2. グローバルヘルス分野により多くの多様なセクターの民間企業が参入し、人々の健康に更なる貢献ができるよう、開発協力大綱に基づいた政策を実行する上で、策定後も継続的に議論を行う政府・企業の連携体制を構築することを要望し、一時的な支援に留まらず、ソリューションを提供するなどの新しい開発協力の形を目指していただきたい。また、資金協力だけに留まらず、民間企業のサービスや製品を供給する仕組の実現を要望する。(国際開発機関の製品等の調達において日本のプレゼンスは極めて低いです。)
3. 日本の産業育成、経済安全保障を確保するためにも、グローバルヘルス分野の国際協調の枠組において更なるリーダーシップを発揮し、G7 広島サミットなどの国際会議の場でも、規制調和などの議論をリードしていただきたい。また、パンデミックへの備えに向けて、世界における公衆衛生のさらなる向上の観点から、低・中所得国における人材育成も同様に推進いただきたい。

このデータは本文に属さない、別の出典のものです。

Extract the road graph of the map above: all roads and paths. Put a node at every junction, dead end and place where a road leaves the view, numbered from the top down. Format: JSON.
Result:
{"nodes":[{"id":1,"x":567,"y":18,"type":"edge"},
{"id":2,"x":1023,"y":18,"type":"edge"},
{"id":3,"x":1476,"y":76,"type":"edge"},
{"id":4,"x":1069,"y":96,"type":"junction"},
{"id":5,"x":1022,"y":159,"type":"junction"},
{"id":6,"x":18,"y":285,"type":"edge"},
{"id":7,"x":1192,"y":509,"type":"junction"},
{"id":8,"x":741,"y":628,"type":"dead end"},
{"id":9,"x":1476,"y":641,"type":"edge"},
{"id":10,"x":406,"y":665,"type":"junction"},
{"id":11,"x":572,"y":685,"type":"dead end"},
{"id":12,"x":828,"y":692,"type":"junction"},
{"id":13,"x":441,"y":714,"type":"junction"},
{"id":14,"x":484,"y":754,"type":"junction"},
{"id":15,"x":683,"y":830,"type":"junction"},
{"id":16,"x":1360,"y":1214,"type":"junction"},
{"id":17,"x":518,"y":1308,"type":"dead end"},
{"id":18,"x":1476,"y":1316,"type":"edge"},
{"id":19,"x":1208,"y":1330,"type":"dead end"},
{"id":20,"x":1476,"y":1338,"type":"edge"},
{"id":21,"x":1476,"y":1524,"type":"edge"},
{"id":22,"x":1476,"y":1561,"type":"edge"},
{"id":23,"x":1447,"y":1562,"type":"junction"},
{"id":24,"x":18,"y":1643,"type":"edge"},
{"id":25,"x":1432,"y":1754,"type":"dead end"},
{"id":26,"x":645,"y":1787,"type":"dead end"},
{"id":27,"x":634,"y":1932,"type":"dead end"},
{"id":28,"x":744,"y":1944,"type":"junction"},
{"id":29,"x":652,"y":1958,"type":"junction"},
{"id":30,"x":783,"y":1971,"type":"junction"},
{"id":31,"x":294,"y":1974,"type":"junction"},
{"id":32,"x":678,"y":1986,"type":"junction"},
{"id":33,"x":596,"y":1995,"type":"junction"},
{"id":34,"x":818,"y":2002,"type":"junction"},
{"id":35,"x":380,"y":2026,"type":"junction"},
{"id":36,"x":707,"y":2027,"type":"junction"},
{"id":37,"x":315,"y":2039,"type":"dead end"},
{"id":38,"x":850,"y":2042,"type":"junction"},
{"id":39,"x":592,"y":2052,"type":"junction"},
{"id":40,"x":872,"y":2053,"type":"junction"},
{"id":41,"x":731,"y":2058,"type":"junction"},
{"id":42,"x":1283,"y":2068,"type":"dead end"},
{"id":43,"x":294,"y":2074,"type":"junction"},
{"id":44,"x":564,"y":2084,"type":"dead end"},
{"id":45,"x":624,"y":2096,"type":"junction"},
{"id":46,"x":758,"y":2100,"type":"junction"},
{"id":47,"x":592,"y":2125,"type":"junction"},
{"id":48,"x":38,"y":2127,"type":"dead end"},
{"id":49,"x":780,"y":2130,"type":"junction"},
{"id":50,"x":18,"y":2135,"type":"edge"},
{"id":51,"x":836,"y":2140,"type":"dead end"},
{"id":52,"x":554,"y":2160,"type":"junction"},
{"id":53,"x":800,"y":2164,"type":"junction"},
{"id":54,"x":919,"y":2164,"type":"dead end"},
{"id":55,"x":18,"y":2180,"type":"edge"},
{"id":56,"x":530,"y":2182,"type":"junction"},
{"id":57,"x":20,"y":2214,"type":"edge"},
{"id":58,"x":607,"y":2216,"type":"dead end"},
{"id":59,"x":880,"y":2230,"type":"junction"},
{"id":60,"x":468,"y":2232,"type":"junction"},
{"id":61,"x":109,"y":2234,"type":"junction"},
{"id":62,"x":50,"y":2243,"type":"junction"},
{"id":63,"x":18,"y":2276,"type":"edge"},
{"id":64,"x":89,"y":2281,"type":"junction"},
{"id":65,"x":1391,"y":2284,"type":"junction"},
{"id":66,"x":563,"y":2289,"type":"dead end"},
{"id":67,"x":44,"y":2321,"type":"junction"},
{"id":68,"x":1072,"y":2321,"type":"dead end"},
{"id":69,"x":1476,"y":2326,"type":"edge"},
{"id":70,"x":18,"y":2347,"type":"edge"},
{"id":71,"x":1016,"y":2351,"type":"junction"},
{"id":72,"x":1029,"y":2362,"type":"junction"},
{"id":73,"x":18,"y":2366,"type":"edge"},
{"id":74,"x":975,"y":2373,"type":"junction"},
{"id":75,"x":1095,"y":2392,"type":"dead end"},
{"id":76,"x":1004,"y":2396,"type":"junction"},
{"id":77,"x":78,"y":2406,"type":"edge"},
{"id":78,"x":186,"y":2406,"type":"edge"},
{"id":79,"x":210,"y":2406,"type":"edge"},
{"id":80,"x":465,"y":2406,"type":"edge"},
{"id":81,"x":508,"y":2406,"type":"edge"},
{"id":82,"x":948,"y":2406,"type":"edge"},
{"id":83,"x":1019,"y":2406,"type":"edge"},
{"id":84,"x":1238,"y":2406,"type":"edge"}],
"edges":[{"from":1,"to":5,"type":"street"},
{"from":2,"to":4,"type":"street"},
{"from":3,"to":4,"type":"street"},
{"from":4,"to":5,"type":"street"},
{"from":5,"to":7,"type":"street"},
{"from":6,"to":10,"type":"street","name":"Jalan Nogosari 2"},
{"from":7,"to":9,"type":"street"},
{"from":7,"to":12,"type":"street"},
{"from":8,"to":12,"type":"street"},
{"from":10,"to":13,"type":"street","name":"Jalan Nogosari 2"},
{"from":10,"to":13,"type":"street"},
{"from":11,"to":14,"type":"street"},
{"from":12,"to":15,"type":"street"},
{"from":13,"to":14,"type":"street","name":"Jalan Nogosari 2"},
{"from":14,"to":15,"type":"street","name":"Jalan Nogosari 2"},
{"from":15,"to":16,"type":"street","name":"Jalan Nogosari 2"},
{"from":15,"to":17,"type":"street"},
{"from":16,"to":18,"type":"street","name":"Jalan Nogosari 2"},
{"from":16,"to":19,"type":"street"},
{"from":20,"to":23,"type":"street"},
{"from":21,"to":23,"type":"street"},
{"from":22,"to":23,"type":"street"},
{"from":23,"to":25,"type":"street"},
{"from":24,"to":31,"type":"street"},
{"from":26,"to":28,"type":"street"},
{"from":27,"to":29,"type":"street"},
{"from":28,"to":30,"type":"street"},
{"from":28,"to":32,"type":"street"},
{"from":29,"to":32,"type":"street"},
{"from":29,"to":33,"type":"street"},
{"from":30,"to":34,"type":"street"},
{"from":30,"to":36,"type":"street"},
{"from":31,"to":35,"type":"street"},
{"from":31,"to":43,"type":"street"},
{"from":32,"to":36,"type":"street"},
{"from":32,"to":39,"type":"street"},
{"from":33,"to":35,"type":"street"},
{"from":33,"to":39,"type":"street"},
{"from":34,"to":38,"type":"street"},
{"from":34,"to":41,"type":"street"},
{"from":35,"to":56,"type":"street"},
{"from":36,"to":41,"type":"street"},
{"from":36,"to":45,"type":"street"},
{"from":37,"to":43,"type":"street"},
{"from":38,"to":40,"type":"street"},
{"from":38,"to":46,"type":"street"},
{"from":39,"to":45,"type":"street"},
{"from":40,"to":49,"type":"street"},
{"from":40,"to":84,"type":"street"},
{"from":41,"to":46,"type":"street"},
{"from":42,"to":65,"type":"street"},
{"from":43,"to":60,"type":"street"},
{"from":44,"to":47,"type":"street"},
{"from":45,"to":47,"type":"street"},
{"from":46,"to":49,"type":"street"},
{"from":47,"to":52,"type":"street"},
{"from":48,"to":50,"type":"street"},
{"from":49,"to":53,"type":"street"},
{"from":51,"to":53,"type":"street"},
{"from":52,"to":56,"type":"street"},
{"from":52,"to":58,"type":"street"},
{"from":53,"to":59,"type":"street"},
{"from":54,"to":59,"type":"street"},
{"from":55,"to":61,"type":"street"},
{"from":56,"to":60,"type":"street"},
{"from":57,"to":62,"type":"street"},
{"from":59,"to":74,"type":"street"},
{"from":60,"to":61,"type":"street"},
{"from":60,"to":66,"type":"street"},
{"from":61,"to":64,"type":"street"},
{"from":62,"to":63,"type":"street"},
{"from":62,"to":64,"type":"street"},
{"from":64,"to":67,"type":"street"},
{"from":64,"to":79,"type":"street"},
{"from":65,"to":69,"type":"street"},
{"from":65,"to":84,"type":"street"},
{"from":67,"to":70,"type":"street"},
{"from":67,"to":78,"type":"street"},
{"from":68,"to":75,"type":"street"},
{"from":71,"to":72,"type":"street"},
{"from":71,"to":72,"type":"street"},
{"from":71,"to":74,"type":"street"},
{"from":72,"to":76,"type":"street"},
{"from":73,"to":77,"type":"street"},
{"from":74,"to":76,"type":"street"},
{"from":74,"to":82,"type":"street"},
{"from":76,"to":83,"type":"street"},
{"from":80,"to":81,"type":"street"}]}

グローバルサウスの発展において必要な道路、橋、港湾など質の高い社会的インフラの整備にあたり日本の役割は大きいです。ただ入札価格の側面では、他の国々の方が勝る現実があります。
もちろん日本がハードな社会的インフラ整備で活躍していない訳ではなく、例えば、バングラデシュの首都ダッカでは公共交通網として大量高速輸送システム(MRT)の大規模工事が円借款のODAによって行われています。ただ、ハードを提供しても、その運営やメンテナンスに人材育成が必要です。また青年海外協力隊は人的リソースから途上国に地域密着型で伝える長年の実績があります。
このようなPeople Centric(人中心)な開発援助が日本の特長ではないでしょうか。かつて途上国であった日本が当時の先進国に仲間入りできた理由は「人」という資源を活用できたからです。
人を中心に置くことは、長年の日本の外交戦略である「人間の安全保障」の精神であり、岸田政権の新しい資本主義の実現の柱に「人的資本の向上」「人への投資」が建てられています。G7において、日本がスローガンに自己陶酔することなく、きちんと実現可能な具体策の提示によって、世界の人中心アジェンダを実現してほしいと切に願っています。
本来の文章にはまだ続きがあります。